- **BRIEF**: Check every line below for the word "this" and copy the ones that have it.
═══ MATERIAL FOR THE TASK ═══
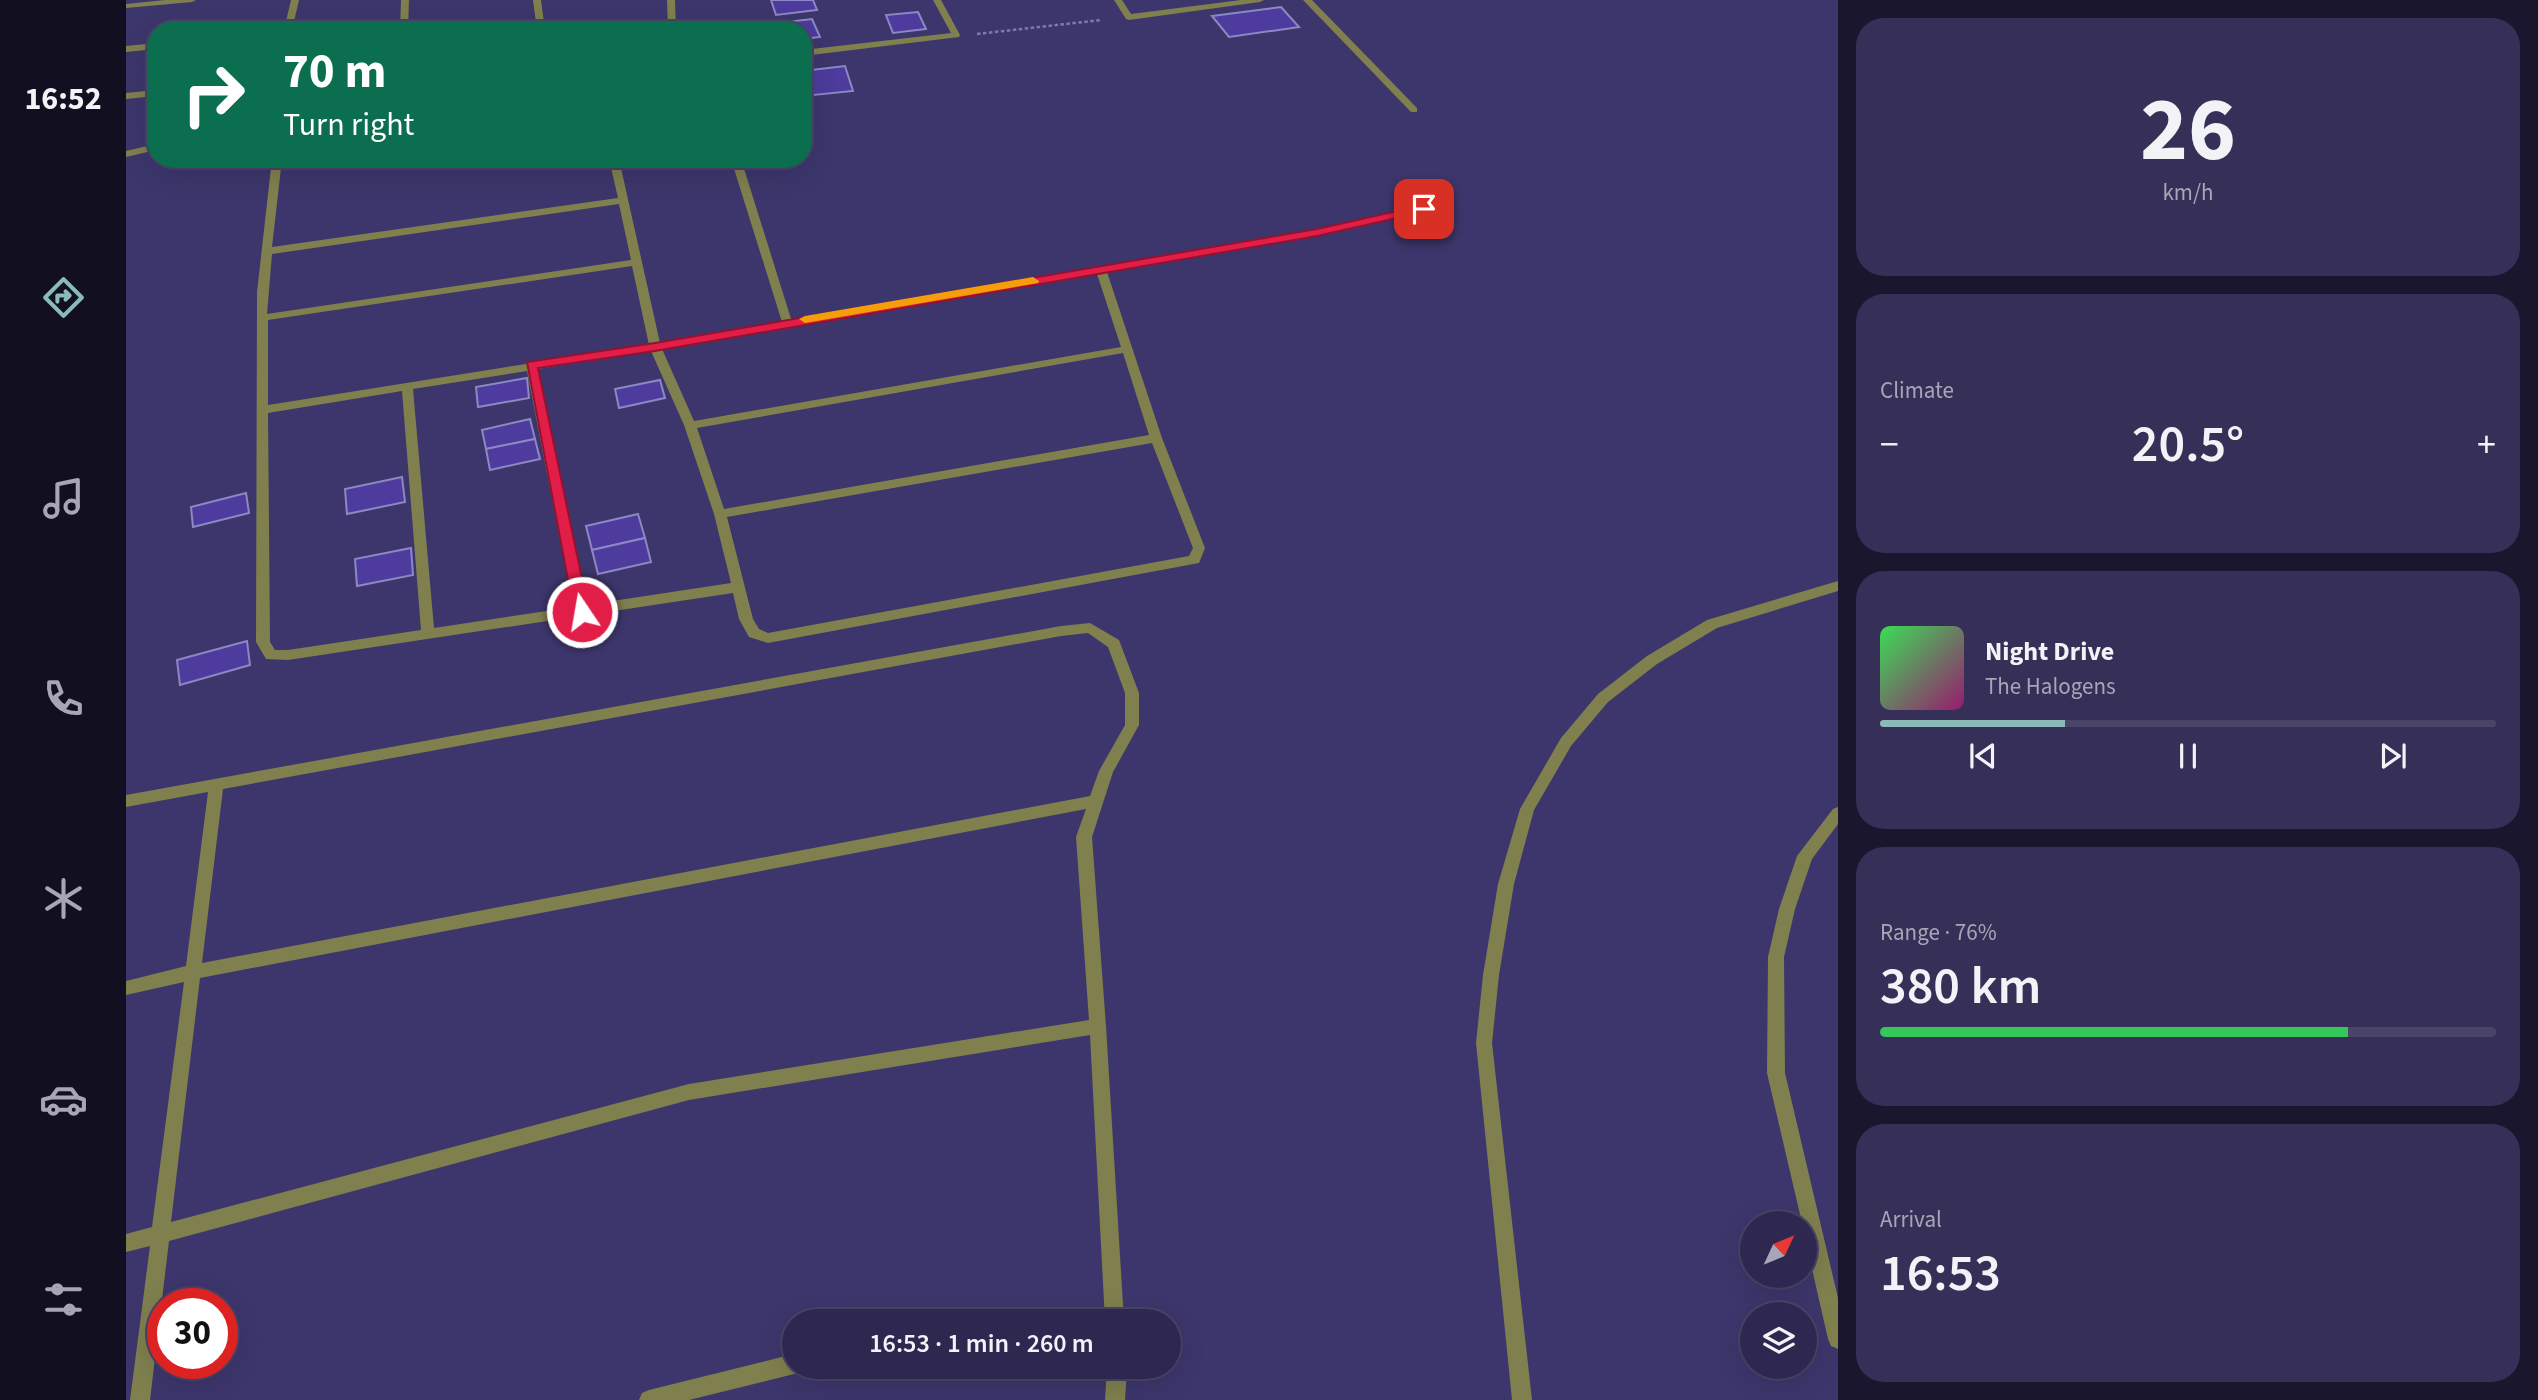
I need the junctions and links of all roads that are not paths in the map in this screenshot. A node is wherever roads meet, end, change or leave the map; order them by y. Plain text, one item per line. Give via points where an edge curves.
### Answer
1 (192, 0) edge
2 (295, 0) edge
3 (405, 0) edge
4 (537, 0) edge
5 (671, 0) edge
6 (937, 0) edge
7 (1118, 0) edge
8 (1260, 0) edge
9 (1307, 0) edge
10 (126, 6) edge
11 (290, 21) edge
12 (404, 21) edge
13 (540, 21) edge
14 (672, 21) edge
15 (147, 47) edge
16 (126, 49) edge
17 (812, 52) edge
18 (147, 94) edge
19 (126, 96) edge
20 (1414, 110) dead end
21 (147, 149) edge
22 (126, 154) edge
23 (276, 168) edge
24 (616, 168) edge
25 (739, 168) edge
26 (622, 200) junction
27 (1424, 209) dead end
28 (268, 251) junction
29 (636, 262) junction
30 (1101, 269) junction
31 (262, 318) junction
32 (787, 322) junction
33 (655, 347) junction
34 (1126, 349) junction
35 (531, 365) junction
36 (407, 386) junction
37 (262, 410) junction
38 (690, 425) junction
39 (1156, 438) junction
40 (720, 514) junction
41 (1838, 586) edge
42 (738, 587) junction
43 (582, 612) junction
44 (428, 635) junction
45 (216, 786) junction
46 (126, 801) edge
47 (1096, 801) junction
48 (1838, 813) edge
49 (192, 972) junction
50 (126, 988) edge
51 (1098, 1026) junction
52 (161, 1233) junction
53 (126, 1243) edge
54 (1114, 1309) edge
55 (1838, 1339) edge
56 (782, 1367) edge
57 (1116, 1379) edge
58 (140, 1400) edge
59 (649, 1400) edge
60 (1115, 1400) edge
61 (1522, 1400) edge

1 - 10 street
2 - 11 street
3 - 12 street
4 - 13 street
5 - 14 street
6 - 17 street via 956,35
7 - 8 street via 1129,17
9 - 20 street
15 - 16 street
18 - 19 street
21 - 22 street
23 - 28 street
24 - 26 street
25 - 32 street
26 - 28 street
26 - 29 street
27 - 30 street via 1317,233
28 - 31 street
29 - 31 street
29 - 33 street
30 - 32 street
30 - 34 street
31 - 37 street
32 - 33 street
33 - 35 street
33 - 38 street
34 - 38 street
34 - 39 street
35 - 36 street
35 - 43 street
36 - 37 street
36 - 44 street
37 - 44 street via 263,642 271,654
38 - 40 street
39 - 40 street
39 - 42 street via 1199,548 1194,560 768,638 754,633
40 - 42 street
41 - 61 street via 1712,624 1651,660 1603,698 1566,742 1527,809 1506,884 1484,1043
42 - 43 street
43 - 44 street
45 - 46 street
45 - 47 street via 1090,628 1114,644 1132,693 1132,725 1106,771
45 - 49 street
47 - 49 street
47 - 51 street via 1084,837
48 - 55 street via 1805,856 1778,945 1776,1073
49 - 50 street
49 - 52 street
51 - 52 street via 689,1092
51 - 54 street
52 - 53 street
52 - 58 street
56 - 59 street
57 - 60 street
═══
═══ MATERIAL FOR THE TASK ═══
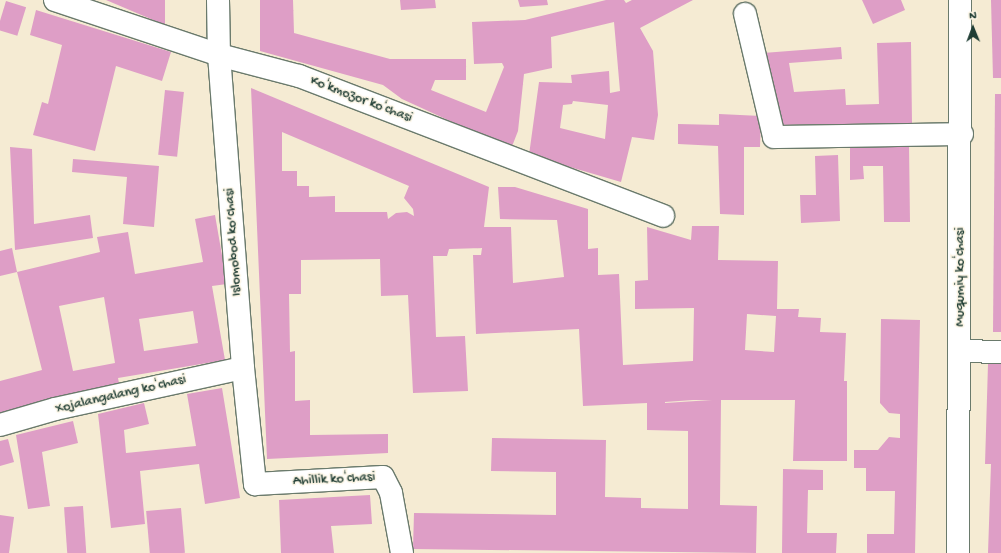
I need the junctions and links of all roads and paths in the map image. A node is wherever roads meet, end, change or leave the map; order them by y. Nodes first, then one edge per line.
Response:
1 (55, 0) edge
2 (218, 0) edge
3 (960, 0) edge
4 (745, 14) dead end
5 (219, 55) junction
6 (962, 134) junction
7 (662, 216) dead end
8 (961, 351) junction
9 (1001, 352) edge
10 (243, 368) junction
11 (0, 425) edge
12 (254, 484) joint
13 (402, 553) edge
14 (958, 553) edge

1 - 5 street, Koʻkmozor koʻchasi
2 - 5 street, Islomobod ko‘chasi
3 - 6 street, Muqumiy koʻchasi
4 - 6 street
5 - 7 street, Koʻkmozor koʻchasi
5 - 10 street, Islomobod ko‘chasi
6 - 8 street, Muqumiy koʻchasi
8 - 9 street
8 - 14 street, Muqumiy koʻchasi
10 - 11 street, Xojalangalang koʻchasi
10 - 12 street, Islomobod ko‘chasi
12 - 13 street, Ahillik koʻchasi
═══
═══ MATERIAL FOR THE TASK ═══
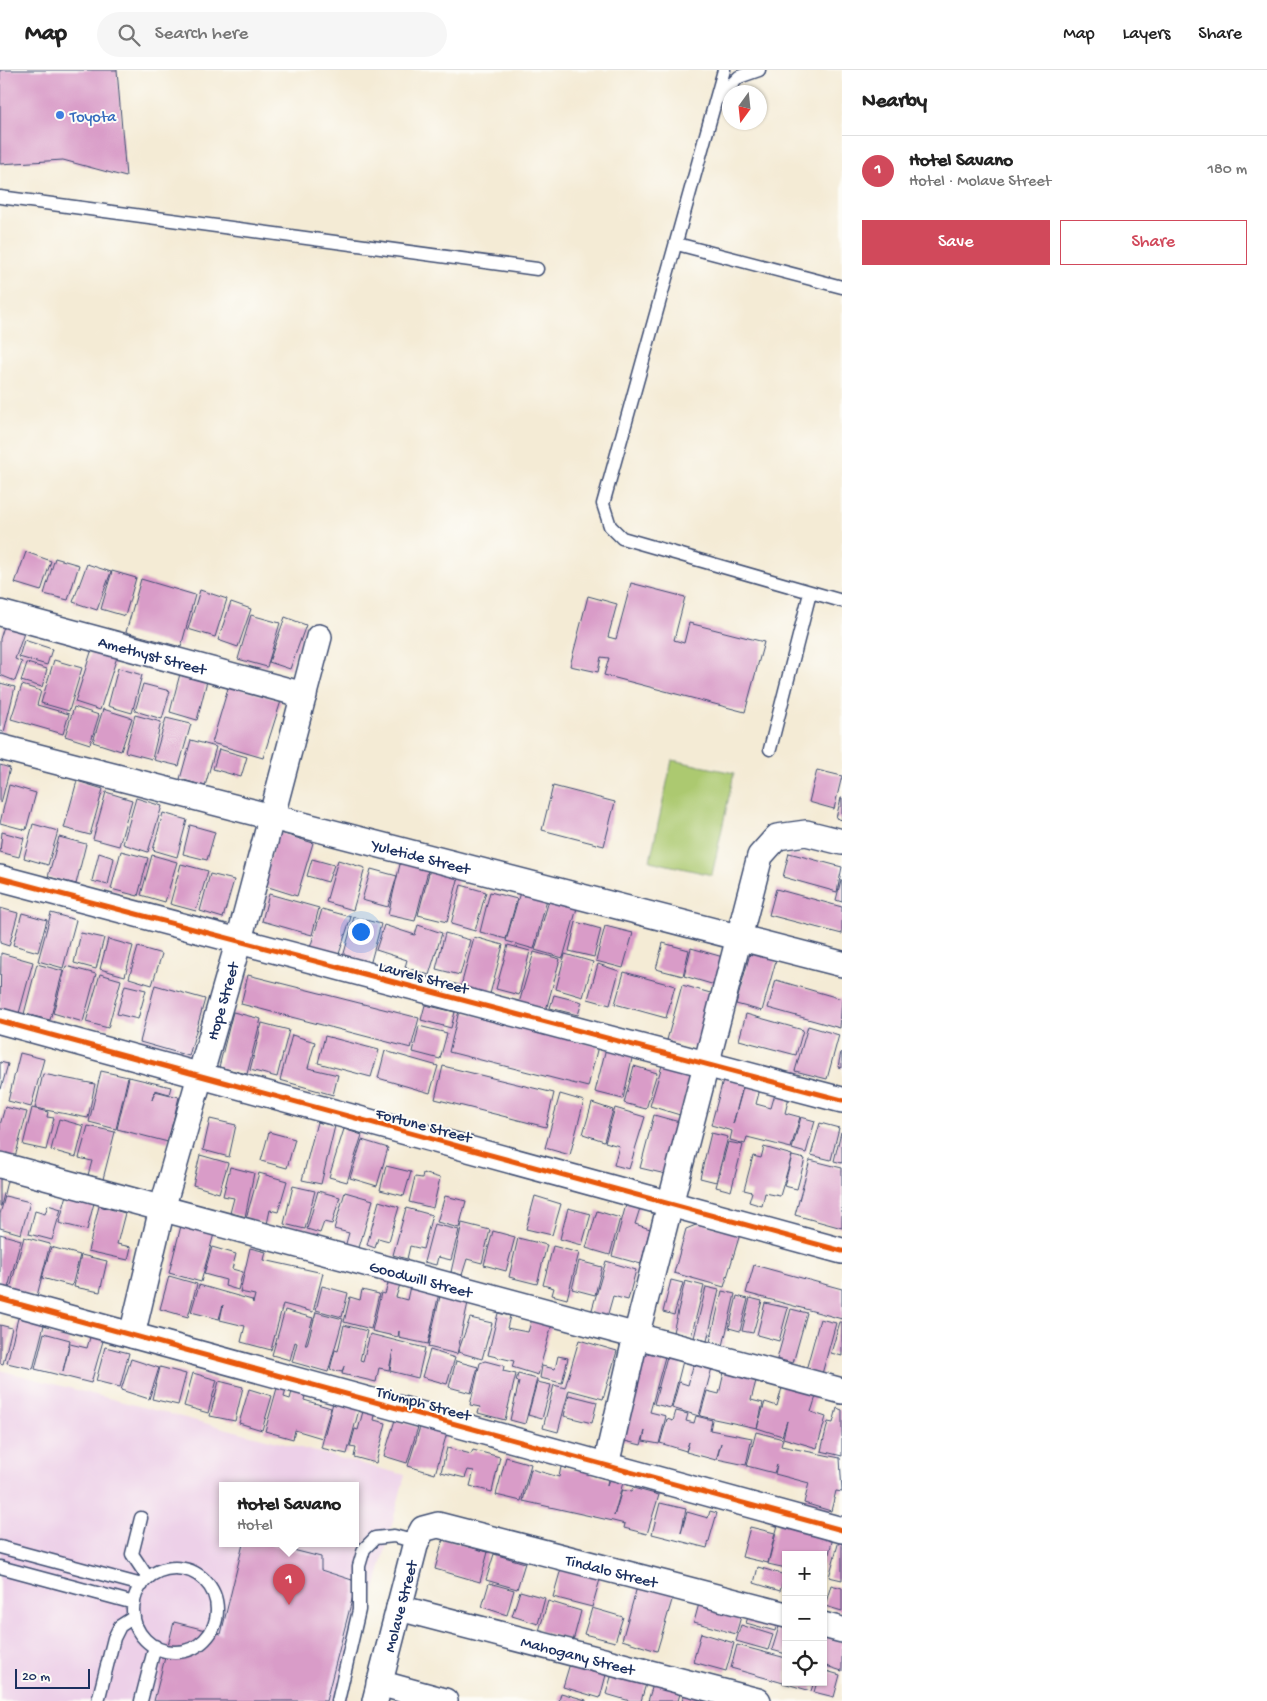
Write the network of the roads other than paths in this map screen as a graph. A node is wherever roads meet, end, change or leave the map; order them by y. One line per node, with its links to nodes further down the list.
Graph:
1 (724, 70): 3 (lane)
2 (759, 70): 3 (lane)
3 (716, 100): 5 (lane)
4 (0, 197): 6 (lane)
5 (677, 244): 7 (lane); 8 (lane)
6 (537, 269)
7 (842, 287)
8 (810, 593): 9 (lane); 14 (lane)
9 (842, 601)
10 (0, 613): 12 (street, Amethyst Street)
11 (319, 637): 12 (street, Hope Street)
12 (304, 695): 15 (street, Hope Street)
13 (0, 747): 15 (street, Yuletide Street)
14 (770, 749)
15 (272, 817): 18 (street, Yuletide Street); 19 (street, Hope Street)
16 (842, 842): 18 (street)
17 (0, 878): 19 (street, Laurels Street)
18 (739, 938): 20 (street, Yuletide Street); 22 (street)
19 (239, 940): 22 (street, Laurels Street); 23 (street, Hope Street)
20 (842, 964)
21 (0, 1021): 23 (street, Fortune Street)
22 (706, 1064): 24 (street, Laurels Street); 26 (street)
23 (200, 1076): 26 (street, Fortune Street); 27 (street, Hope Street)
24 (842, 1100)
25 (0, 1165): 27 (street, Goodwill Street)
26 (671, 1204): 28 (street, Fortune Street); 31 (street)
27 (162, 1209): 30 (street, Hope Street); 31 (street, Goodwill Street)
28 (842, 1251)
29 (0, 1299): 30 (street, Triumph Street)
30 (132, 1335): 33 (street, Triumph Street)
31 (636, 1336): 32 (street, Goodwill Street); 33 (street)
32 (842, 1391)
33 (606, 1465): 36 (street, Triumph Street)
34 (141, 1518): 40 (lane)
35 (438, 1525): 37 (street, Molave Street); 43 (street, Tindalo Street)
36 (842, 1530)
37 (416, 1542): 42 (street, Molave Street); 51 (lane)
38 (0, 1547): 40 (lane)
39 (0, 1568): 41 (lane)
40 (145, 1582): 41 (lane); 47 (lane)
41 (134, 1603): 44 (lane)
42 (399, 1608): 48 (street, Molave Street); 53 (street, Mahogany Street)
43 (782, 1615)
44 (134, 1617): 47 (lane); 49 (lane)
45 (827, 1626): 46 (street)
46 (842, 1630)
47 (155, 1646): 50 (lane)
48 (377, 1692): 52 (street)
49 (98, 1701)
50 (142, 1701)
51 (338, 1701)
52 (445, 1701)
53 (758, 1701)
═══
- **OUTPUT OF THE EXERCISE**:
I need the junctions and links of all roads that are not paths in the map in this screenshot. A node is wherever roads meet, end, change or leave the map; order them by y. Plain text, one item per line. Give via points where an edge curves.
Write the network of the roads other than paths in this map screen as a graph. A node is wherever roads meet, end, change or leave the map; order them by y. One line per node, with its links to nodes further down the list.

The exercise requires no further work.